Please show all lines of the records that include "MATOLA".
[Opening Source data section]
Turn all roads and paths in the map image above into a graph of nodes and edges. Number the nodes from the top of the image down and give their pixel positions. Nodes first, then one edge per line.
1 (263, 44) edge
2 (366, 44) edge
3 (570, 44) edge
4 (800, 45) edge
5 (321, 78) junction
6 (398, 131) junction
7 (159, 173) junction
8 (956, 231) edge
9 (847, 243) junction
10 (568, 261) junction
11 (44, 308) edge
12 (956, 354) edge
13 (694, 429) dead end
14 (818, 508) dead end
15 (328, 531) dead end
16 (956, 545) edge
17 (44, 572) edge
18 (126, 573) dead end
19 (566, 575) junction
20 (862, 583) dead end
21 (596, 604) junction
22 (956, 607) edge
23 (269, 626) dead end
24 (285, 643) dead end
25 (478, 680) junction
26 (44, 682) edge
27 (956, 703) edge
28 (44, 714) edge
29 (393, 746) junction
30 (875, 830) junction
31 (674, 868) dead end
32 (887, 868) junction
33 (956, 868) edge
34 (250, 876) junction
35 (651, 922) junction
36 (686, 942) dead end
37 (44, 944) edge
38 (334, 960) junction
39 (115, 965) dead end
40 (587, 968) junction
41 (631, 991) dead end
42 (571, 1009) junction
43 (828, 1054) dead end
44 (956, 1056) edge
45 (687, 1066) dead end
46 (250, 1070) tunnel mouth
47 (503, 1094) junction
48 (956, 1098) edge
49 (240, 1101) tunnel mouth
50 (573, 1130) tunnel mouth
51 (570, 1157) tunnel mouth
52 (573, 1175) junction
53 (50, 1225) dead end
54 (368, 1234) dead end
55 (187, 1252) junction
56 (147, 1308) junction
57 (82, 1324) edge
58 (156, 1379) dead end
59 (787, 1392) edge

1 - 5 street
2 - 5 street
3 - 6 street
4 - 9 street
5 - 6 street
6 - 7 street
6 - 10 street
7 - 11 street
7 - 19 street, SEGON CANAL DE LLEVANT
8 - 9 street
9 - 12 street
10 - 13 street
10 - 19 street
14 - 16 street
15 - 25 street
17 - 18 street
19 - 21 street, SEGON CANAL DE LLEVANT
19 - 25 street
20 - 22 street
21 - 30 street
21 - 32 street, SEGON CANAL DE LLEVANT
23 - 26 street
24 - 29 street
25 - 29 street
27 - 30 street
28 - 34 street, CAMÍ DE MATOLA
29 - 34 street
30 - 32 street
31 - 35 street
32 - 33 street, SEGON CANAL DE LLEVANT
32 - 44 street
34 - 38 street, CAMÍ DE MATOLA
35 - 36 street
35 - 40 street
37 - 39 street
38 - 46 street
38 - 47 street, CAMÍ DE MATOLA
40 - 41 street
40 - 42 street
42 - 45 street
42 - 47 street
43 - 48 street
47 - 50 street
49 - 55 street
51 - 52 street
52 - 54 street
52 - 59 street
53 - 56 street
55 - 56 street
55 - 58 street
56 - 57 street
[Closing Source data section]
-- Answer to the exercise --
28 - 34 street, CAMÍ DE MATOLA
34 - 38 street, CAMÍ DE MATOLA
38 - 47 street, CAMÍ DE MATOLA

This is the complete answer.